Best for: Matching against known aliases, transliteration variants, and common name forms


Layer 1: Exact Match​

What it does: Compares normalized versions of names character-by-character.

Normalization process:

  1. Convert to uppercase
  2. Remove titles (Mr., Dr., Sheikh, etc.)
  3. Remove special characters
  4. Collapse multiple spaces

Example:

Query:    "Dr. Vladimir V. Putin"
Normalized: "VLADIMIR V PUTIN"

Entity: "VLADIMIR V PUTIN"
Result: Exact match (score: 1.0)

Best for: Known exact name matches, repeat screenings


Layer 2: Fuzzy Match​

What it does: Detects near-matches using string similarity algorithms.

Jaro-Winkler Similarity (40% weight)​

Measures the minimum number of single-character transpositions required to change one string into another. Gives extra weight to matching prefixes.

Example:

Query:  "MARTHA"
Entity: "MARHTA" (transposition of 'H' and 'T')
Score: 0.944

SequenceMatcher (30% weight)​

Finds the longest contiguous matching subsequence, good for partial name matches.

Example:

Query:  "JOHN SMITH"
Entity: "JOHN ALEXANDER SMITH"
Score: 0.71 (shares "JOHN" and "SMITH" subsequences)

Combined Fuzzy Score​

fuzzy_score = (0.40 * jaro_winkler) + (0.30 * sequence_ratio) + (0.30 * phonetic)

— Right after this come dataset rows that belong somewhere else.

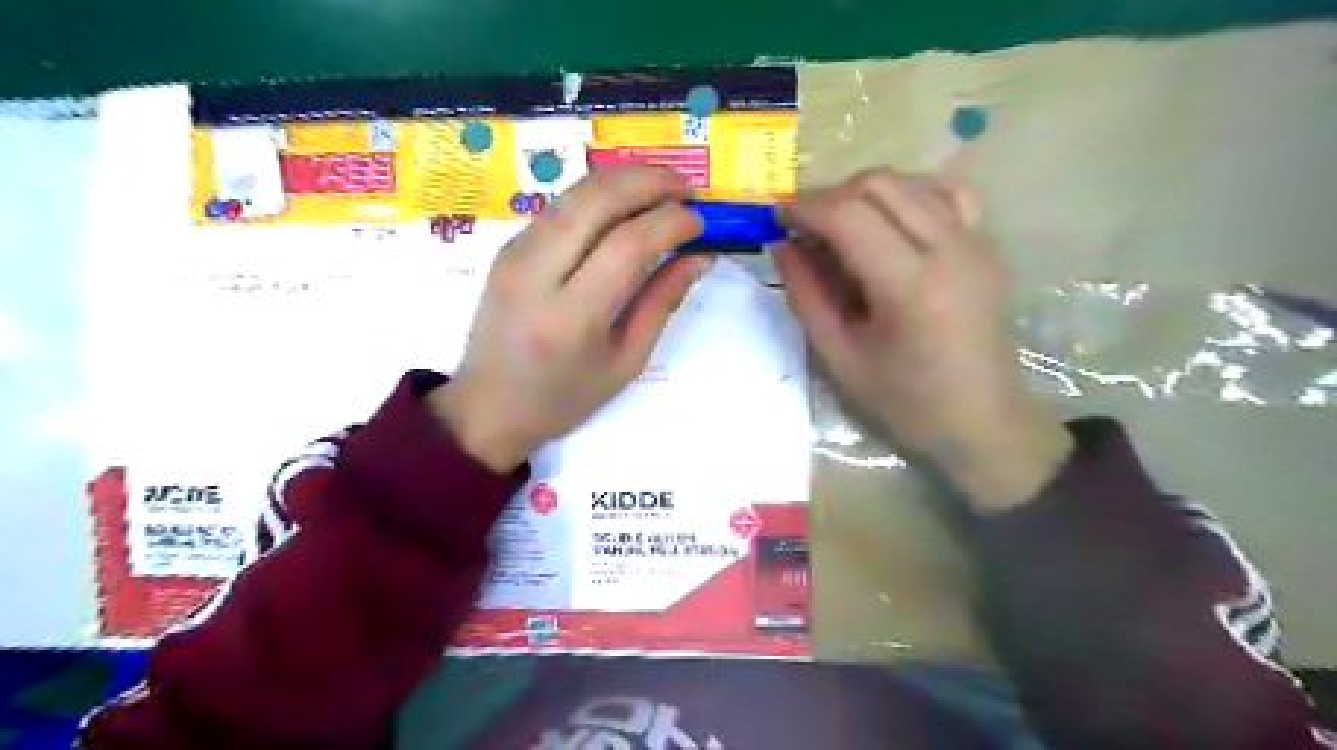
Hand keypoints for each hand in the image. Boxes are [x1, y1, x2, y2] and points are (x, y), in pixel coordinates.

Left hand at [433, 168, 715, 471]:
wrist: (488, 405)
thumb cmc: (564, 397)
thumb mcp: (626, 361)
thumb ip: (662, 302)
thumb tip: (699, 255)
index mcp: (571, 318)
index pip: (627, 244)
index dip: (671, 222)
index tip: (700, 222)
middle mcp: (537, 274)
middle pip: (597, 200)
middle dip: (649, 181)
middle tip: (686, 188)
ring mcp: (515, 254)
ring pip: (575, 192)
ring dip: (624, 179)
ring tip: (662, 188)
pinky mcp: (507, 247)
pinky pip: (560, 206)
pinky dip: (599, 195)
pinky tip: (625, 205)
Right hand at [769, 167, 1072, 510]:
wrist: (983, 422)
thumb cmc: (906, 403)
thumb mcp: (840, 358)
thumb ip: (806, 296)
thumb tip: (781, 245)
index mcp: (911, 286)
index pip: (849, 216)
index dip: (805, 208)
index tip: (775, 217)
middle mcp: (950, 249)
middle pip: (880, 185)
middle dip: (830, 195)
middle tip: (803, 226)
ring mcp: (976, 242)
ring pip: (911, 181)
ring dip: (864, 193)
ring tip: (839, 226)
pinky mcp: (986, 245)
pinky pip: (944, 194)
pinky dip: (907, 194)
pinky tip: (888, 220)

Best for: Typos, transpositions, partial names, data entry errors


Name Component Matching​

What it does: Decomposes names into components (given name, family name, middle name) and compares them individually for a more targeted match.

How It Works​

  1. Name Decomposition: Both query and entity names are parsed into components

    • Detects inverted format: "BOUT, Viktor" → family="BOUT", given="Viktor"
    • Standard format: "Viktor Bout" → given="Viktor", family="Bout"
  2. Family Name Comparison: Compares family names using Jaro-Winkler similarity

  3. Bonus Application: If family name similarity >= 0.90, applies a +10% confidence bonus

Example:

Query:    "Viktor Bout"
Entity: "BOUT, Viktor Anatolijevitch"

Decomposed:
Query family: "Bout"
Entity family: "BOUT"
JW similarity: 1.0 (exact after normalization)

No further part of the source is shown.